> Data for the task
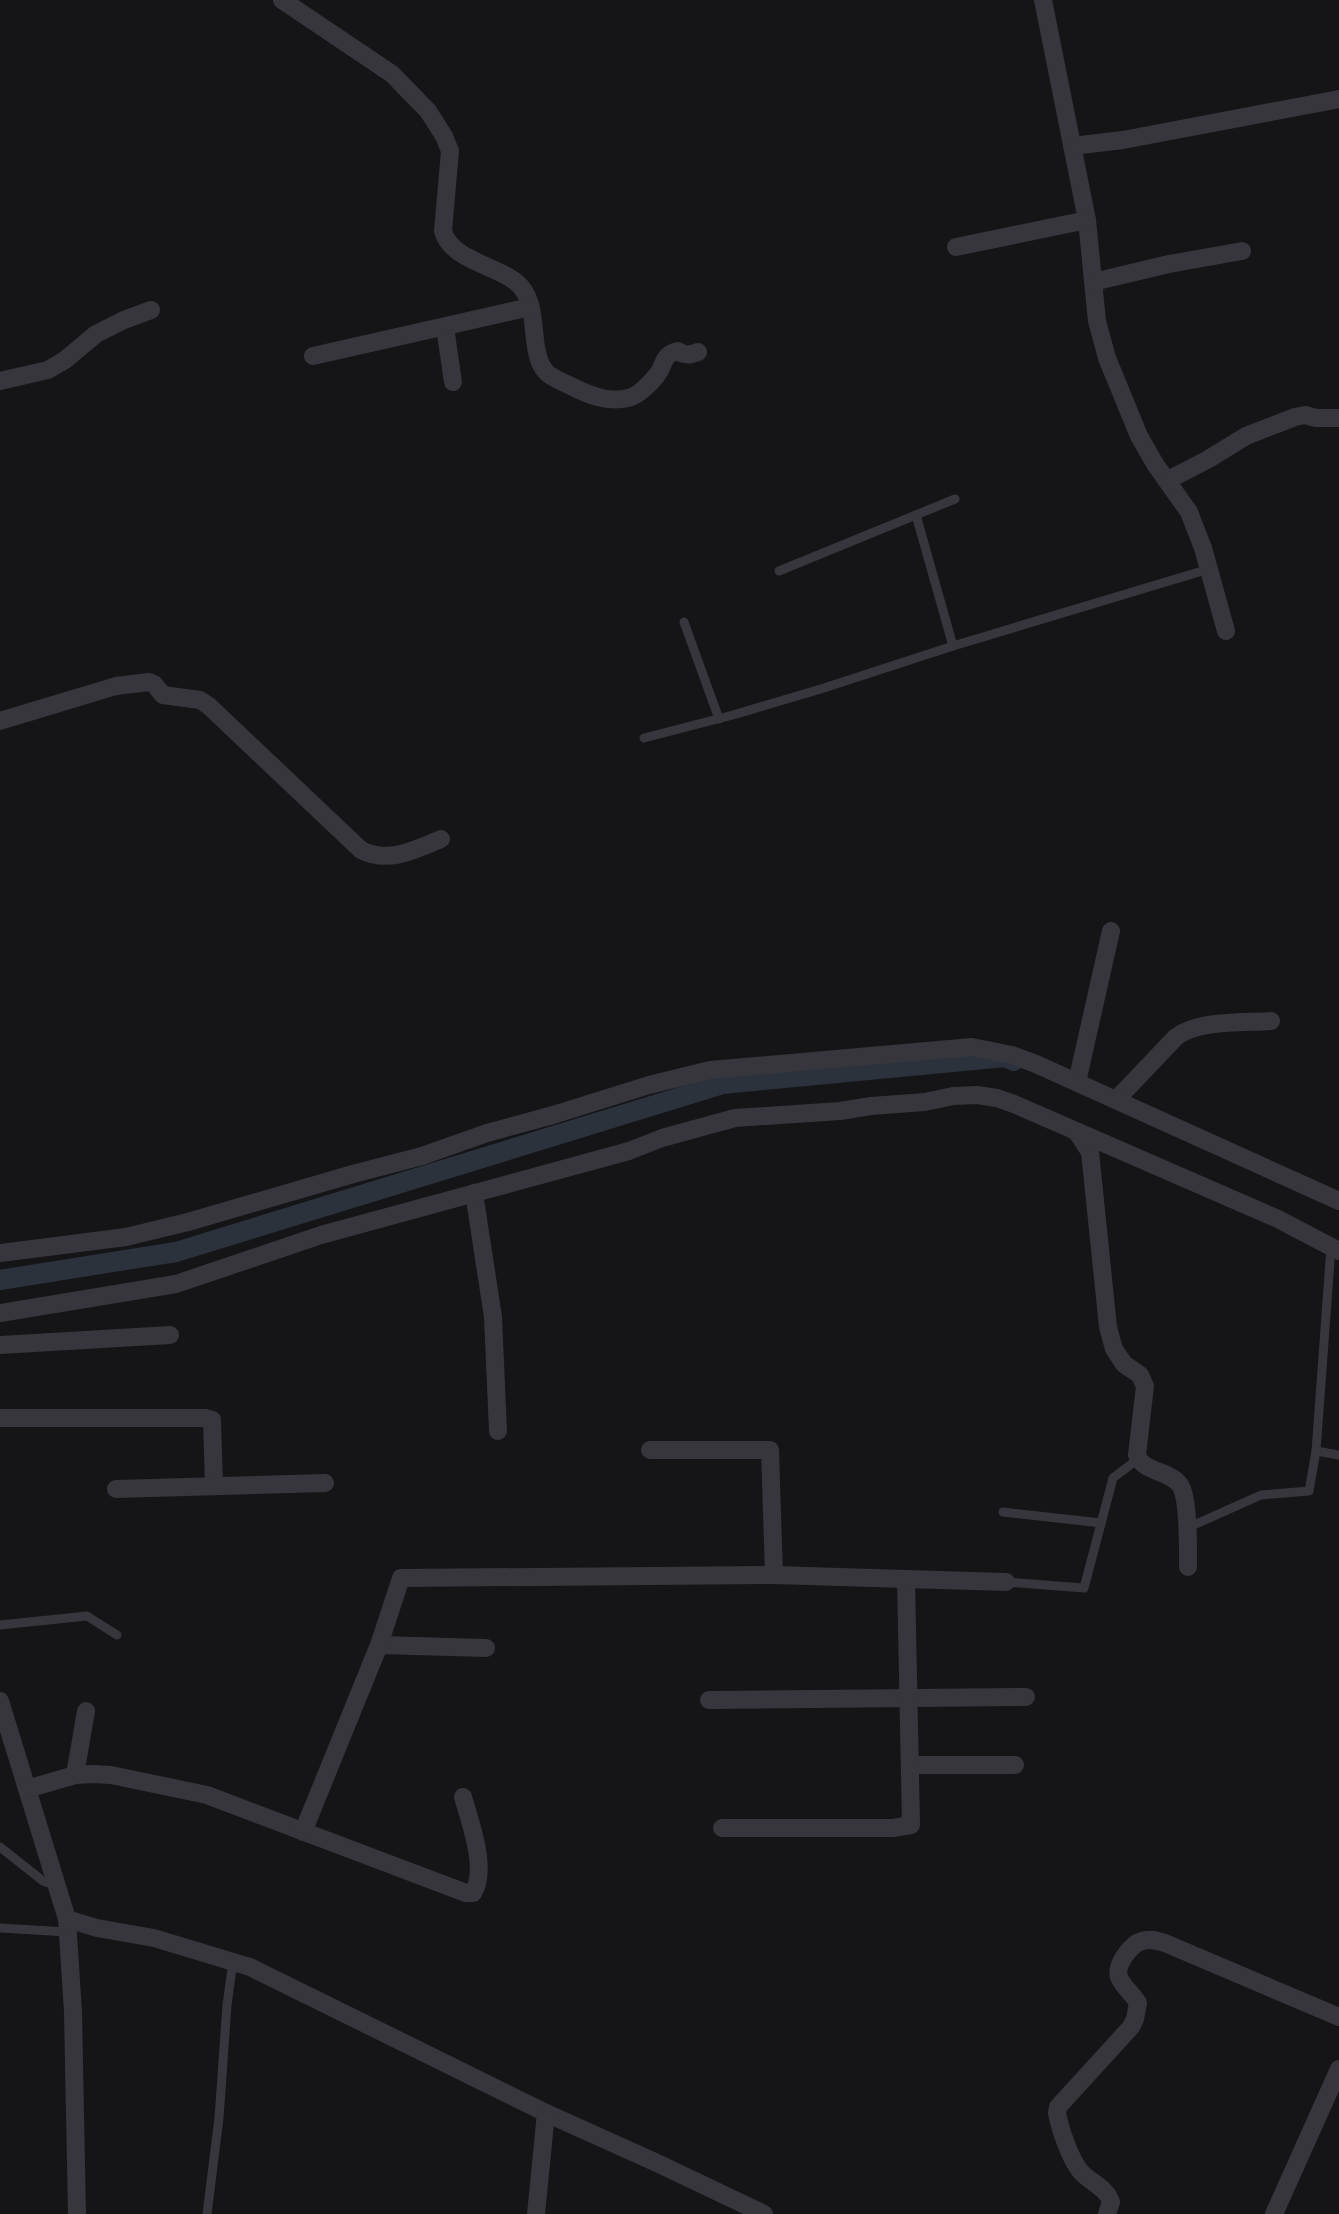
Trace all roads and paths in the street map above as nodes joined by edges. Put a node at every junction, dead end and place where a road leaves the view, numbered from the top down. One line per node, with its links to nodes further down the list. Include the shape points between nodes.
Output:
1 (282, 0): 9 (street, via 392,74 428,111 450,151 445,237 473,261 516,282 526,294)
2 (1043, 0): 4 (street)
3 (1339, 99): 4 (street, via 1123,140)
4 (1072, 146): 5 (street)
5 (1087, 220): 6 (street); 8 (street)
6 (956, 247)
7 (1242, 251): 8 (street)
8 (1093, 282): 17 (street, via 1107,358 1139,436)
9 (530, 307): 11 (street); 12 (street, via 540,363 547,373 606,400 630,398 644,389 658,374 670,352 691,355)
10 (151, 310): 14 (street, via 96,334 48,370)
11 (445, 327): 13 (street); 15 (street)
12 (698, 352)
13 (313, 356)
14 (0, 381)
15 (453, 382)
16 (1339, 418): 17 (street, via 1295,417 1246,436)
17 (1168, 480): 20 (street, via 1189,512)
18 (956, 498): 19 (lane)
19 (916, 514): 21 (lane); 24 (lane)
20 (1209, 569): 23 (street); 24 (lane)
21 (779, 571)
22 (684, 622): 25 (lane)
23 (1226, 631)
24 (953, 646): 25 (lane)
25 (719, 719): 27 (lane)
26 (0, 721): 28 (street, via 116,686 149,682 163,695 200,700 209,706 372,856 410,852)
27 (644, 738)
28 (441, 839)
29 (1111, 931): 31 (street)
30 (1270, 1021): 32 (street, via 1185,1030)
31 (1077, 1082): 32 (street); 37 (street, via 1012,1055 972,1047 710,1070 649,1085 422,1156 188,1222 126,1236)
32 (1116, 1100): 35 (street)
33 (1076, 1132): 34 (street, via 997,1098 977,1095 840,1111 735,1118); 36 (street, via 1278,1219); 46 (street, via 1090,1152 1108,1327 1114,1349 1124,1364 1140,1375 1145,1386 1136,1446)
34 (474, 1193): 38 (street, via 321,1235 176,1284); 42 (street, via 493,1317)
35 (1339, 1201)
36 (1335, 1249): 44 (lane)
37 (0, 1253)
38 (0, 1313)
39 (170, 1335): 40 (street)
40 (0, 1345)
41 (0, 1418): 48 (street, via 206,1418 212,1420 214,1431)
42 (498, 1431)
43 (650, 1450): 54 (street, via 770,1450)
44 (1316, 1451): 45 (lane); 52 (lane, via 1309,1491 1267,1493)
45 (1339, 1455)
46 (1138, 1458): 51 (lane, via 1113,1478); 52 (street, via 1145,1466 1168,1475 1181,1486)
47 (325, 1483): 48 (street)
48 (214, 1486): 49 (street)
49 (116, 1488)
50 (1004, 1512): 51 (lane)
51 (1101, 1523): 56 (lane, via 1084,1588)
52 (1187, 1528): 53 (street)
53 (1188, 1566)
54 (774, 1575): 55 (street); 59 (street, via 401,1578)
55 (906, 1579): 56 (street); 62 (street)
56 (1006, 1582)
57 (0, 1625): 58 (lane, via 87,1616)
58 (117, 1635)
59 (379, 1645): 60 (street); 72 (street)
60 (486, 1648)
61 (1026, 1697): 62 (street)
62 (909, 1698): 63 (street); 66 (street)
63 (709, 1700)
64 (0, 1701): 69 (street)
65 (86, 1711): 68 (street)
66 (910, 1765): 67 (street); 71 (street, via 911,1825 893,1828)
67 (1015, 1765)
68 (75, 1775): 69 (street); 72 (street, via 111,1775 207,1795)
69 (26, 1789): 74 (street)
70 (462, 1798): 72 (street, via 476,1843 478,1879 473,1893)
71 (722, 1828)
72 (303, 1832)
73 (0, 1847): 74 (lane, via 43,1881)
74 (57, 1886): 75 (street)
75 (67, 1925): 76 (lane); 77 (street, via 154,1938); 81 (street, via 73,2012)
76 (0, 1928)
77 (233, 1961): 80 (street); 82 (lane)
78 (1339, 2017): 85 (street, via 1166,1943 1140,1941 1121,1959 1118,1967 1119,1977 1138,2003 1135,2019 1121,2039 1058,2106 1056,2113 1076,2166 1109,2195 1111,2202)
79 (1339, 2069): 86 (street)
80 (546, 2113): 83 (street); 84 (street)
81 (77, 2214)
82 (207, 2214)
83 (536, 2214)
84 (764, 2214)
85 (1107, 2214)
86 (1274, 2214)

> Instructions to follow
Would you repeat each line of the listing exactly, skipping any picture?

> Solution to this problem
Trace all roads and paths in the street map above as nodes joined by edges. Put a node at every junction, dead end and place where a road leaves the view, numbered from the top down. One line per node, with its links to nodes further down the list. Include the shape points between nodes.
Output:
1 (282, 0): 9 (street, via 392,74 428,111 450,151 445,237 473,261 516,282 526,294)
2 (1043, 0): 4 (street)
3 (1339, 99): 4 (street, via 1123,140)
4 (1072, 146): 5 (street)
5 (1087, 220): 6 (street); 8 (street)
6 (956, 247)
7 (1242, 251): 8 (street)
8 (1093, 282): 17 (street, via 1107,358 1139,436)
9 (530, 307): 11 (street); 12 (street, via 540,363 547,373 606,400 630,398 644,389 658,374 670,352 691,355)
10 (151, 310): 14 (street, via 96,334 48,370)
11 (445, 327): 13 (street); 15 (street)
12 (698, 352)
13 (313, 356)
14 (0, 381)
15 (453, 382)
16 (1339, 418): 17 (street, via 1295,417 1246,436)
17 (1168, 480): 20 (street, via 1189,512)
18 (956, 498): 19 (lane)
19 (916, 514): 21 (lane); 24 (lane)
20 (1209, 569): 23 (street); 24 (lane)
21 (779, 571)
22 (684, 622): 25 (lane)
23 (1226, 631)
24 (953, 646): 25 (lane)
25 (719, 719): 27 (lane)
26 (0, 721): 28 (street, via 116,686 149,682 163,695 200,700 209,706 372,856 410,852)
27 (644, 738)
28 (441, 839)
29 (1111, 931): 31 (street)
30 (1270, 1021): 32 (street, via 1185,1030)
31 (1077, 1082): 32 (street); 37 (street, via 1012,1055 972,1047 710,1070 649,1085 422,1156 188,1222 126,1236)
32 (1116, 1100): 35 (street)
33 (1076, 1132): 34 (street, via 997,1098 977,1095 840,1111 735,1118); 36 (street, via 1278,1219); 46 (street, via 1090,1152 1108,1327 1114,1349 1124,1364 1140,1375 1145,1386 1136,1446)
34 (474, 1193): 38 (street, via 321,1235 176,1284); 42 (street, via 493,1317)
35 (1339, 1201)
36 (1335, 1249): 44 (lane)
37 (0, 1253)
38 (0, 1313)
39 (170, 1335): 40 (street)
40 (0, 1345)
41 (0, 1418): 48 (street, via 206,1418 212,1420 214,1431)
42 (498, 1431)
43 (650, 1450): 54 (street, via 770,1450)
44 (1316, 1451): 45 (lane); 52 (lane, via 1309,1491 1267,1493)
45 (1339, 1455)
46 (1138, 1458): 51 (lane, via 1113,1478); 52 (street, via 1145,1466 1168,1475 1181,1486)
47 (325, 1483): 48 (street)
48 (214, 1486): 49 (street)
49 (116, 1488)
50 (1004, 1512): 51 (lane)
51 (1101, 1523): 56 (lane, via 1084,1588)
52 (1187, 1528): 53 (street)
53 (1188, 1566)
54 (774, 1575): 55 (street); 59 (street, via 401,1578)
55 (906, 1579): 56 (street); 62 (street)
56 (1006, 1582)
57 (0, 1625): 58 (lane, via 87,1616)
58 (117, 1635)
59 (379, 1645): 60 (street); 72 (street)
60 (486, 1648)
61 (1026, 1697): 62 (street)
62 (909, 1698): 63 (street); 66 (street)
63 (709, 1700)
64 (0, 1701): 69 (street)
65 (86, 1711): 68 (street)
66 (910, 1765): 67 (street); 71 (street, via 911,1825 893,1828)
67 (1015, 1765)
68 (75, 1775): 69 (street); 72 (street, via 111,1775 207,1795)
69 (26, 1789): 74 (street)
70 (462, 1798): 72 (street, via 476,1843 478,1879 473,1893)
71 (722, 1828)
72 (303, 1832)
73 (0, 1847): 74 (lane, via 43,1881)
74 (57, 1886): 75 (street)
75 (67, 1925): 76 (lane); 77 (street, via 154,1938); 81 (street, via 73,2012)
76 (0, 1928)
77 (233, 1961): 80 (street); 82 (lane)
78 (1339, 2017): 85 (street, via 1166,1943 1140,1941 1121,1959 1118,1967 1119,1977 1138,2003 1135,2019 1121,2039 1058,2106 1056,2113 1076,2166 1109,2195 1111,2202)
79 (1339, 2069): 86 (street)
80 (546, 2113): 83 (street); 84 (street)
81 (77, 2214)
82 (207, 2214)
83 (536, 2214)
84 (764, 2214)
85 (1107, 2214)
86 (1274, 2214)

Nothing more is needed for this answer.